• [ASSIGNED TASK]:
Return every line from the records below with the string "graph".

• [MATERIAL FOR THE TASK]:

*** Begin section ***

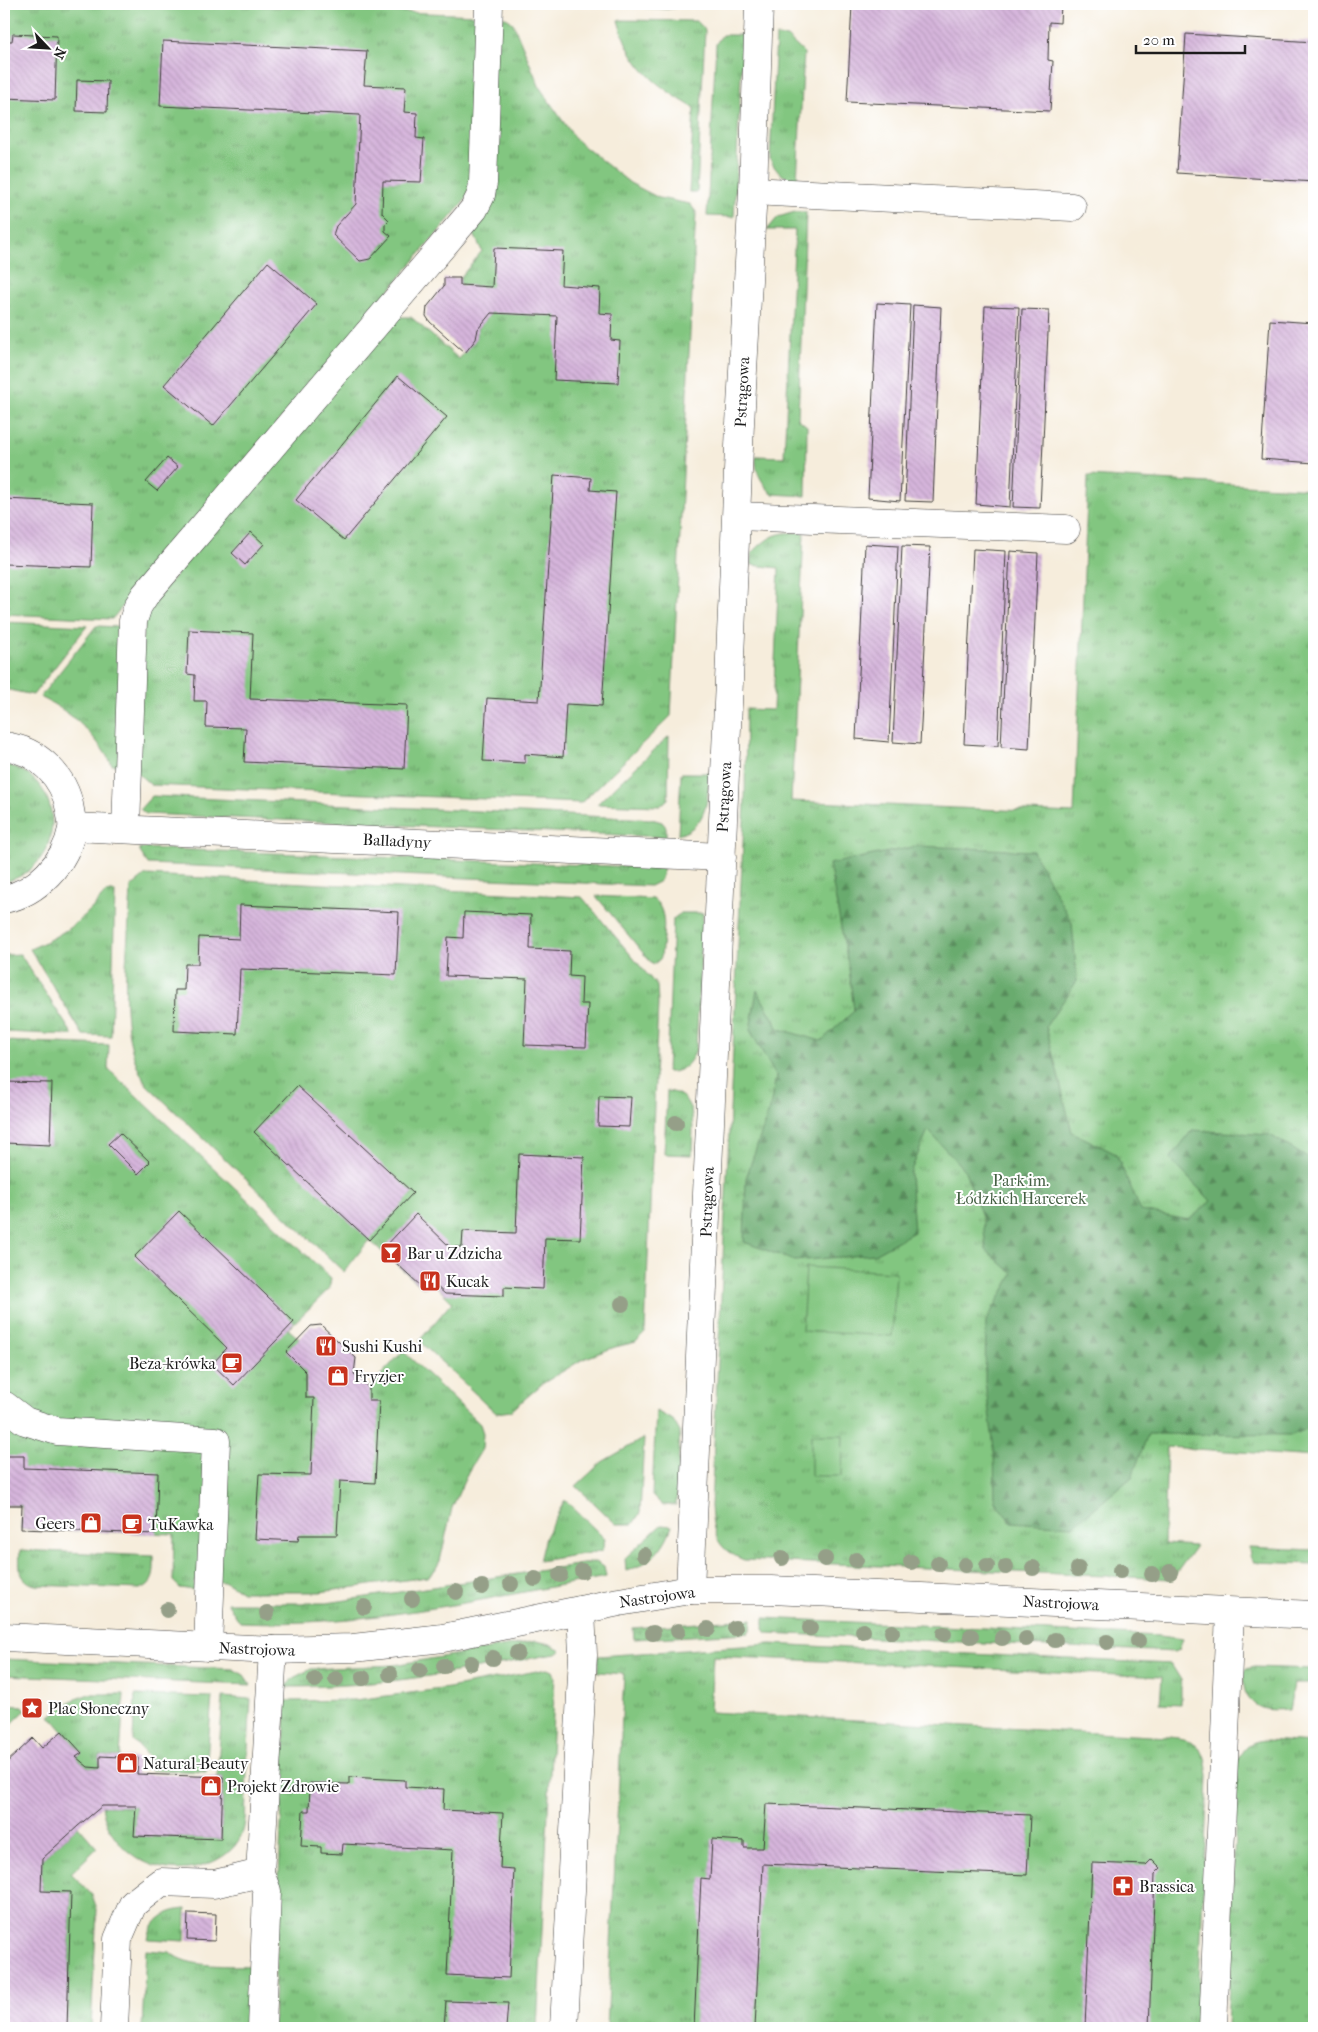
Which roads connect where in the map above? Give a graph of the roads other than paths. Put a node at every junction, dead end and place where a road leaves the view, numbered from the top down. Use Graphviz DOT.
graph roads {
  1 [pos="489,4"];
  2 [pos="759,4"];
  3 [pos="753,191"];
  4 [pos="1072,207"];
  5 [pos="737,516"];
  6 [pos="1066,529"];
  7 [pos="4,746"];
  8 [pos="72,827"];
  9 [pos="126,829"];
  10 [pos="722,857"];
  11 [pos="4,899"];
  12 [pos="4,1405"];
  13 [pos="690,1590"];
  14 [pos="581,1610"];
  15 [pos="1230,1612"];
  16 [pos="1314,1615"];
  17 [pos="4,1637"];
  18 [pos="208,1647"];
  19 [pos="273,1650"];
  20 [pos="260,1873"];
  21 [pos="114,2028"];
  22 [pos="262,2028"];
  23 [pos="564,2028"];
  24 [pos="1213,2028"];
  1 -- 9 [label="street"];
  2 -- 3 [label="street, Pstrągowa"];
  3 -- 4 [label="street"];
  3 -- 5 [label="street, Pstrągowa"];
  5 -- 6 [label="street"];
  5 -- 10 [label="street, Pstrągowa"];
  7 -- 8 [label="street"];
  8 -- 9 [label="street, Balladyny"];
  8 -- 11 [label="street"];
  9 -- 10 [label="street, Balladyny"];
  10 -- 13 [label="street, Pstrągowa"];
  12 -- 18 [label="street"];
  13 -- 14 [label="street, Nastrojowa"];
  13 -- 15 [label="street, Nastrojowa"];
  14 -- 19 [label="street, Nastrojowa"];
  14 -- 23 [label="street"];
  15 -- 16 [label="street, Nastrojowa"];
  15 -- 24 [label="street"];
  17 -- 18 [label="street, Nastrojowa"];
  18 -- 19 [label="street, Nastrojowa"];
  19 -- 20 [label="street"];
  20 -- 21 [label="street"];
  20 -- 22 [label="street"];
}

*** End section ***

• [OUTPUT]:
Which roads connect where in the map above? Give a graph of the roads other than paths. Put a node at every junction, dead end and place where a road leaves the view, numbered from the top down. Use Graphviz DOT.
graph roads {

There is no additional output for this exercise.